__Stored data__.
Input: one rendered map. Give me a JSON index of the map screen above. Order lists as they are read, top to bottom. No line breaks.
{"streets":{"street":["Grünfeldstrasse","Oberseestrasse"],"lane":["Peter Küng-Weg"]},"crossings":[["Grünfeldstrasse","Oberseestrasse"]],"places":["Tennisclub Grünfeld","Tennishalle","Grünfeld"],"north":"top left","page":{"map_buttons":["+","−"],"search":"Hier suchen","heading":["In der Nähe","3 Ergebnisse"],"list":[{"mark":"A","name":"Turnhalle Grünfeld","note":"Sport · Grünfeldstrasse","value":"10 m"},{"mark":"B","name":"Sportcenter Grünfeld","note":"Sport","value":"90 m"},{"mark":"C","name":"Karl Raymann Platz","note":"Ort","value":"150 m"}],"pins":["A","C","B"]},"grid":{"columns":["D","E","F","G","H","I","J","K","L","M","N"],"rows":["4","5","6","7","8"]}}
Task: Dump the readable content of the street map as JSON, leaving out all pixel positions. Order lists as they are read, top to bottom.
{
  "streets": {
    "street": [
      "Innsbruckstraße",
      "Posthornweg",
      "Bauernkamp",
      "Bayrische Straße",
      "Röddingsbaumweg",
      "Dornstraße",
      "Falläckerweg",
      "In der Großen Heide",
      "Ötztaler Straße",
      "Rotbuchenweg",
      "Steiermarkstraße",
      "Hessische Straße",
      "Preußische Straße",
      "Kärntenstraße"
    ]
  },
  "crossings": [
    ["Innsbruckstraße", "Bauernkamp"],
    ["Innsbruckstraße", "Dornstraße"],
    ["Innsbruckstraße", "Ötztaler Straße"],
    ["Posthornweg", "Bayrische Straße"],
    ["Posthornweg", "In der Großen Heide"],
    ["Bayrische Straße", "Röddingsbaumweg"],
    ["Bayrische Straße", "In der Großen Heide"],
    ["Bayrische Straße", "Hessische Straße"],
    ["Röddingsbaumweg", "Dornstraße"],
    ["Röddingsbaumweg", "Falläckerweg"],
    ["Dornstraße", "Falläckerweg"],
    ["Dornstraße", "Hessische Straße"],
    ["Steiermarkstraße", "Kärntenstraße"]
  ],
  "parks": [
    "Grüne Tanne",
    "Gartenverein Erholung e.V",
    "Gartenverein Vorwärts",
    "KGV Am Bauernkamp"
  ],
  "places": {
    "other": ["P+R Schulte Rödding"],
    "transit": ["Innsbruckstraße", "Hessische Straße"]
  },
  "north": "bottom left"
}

__Work request__.
Go through the data above and copy each line that holds the word "Posthornweg".

__Solved problem__.
      "Posthornweg",
    ["Posthornweg", "Bayrische Straße"],
    ["Posthornweg", "In der Großen Heide"],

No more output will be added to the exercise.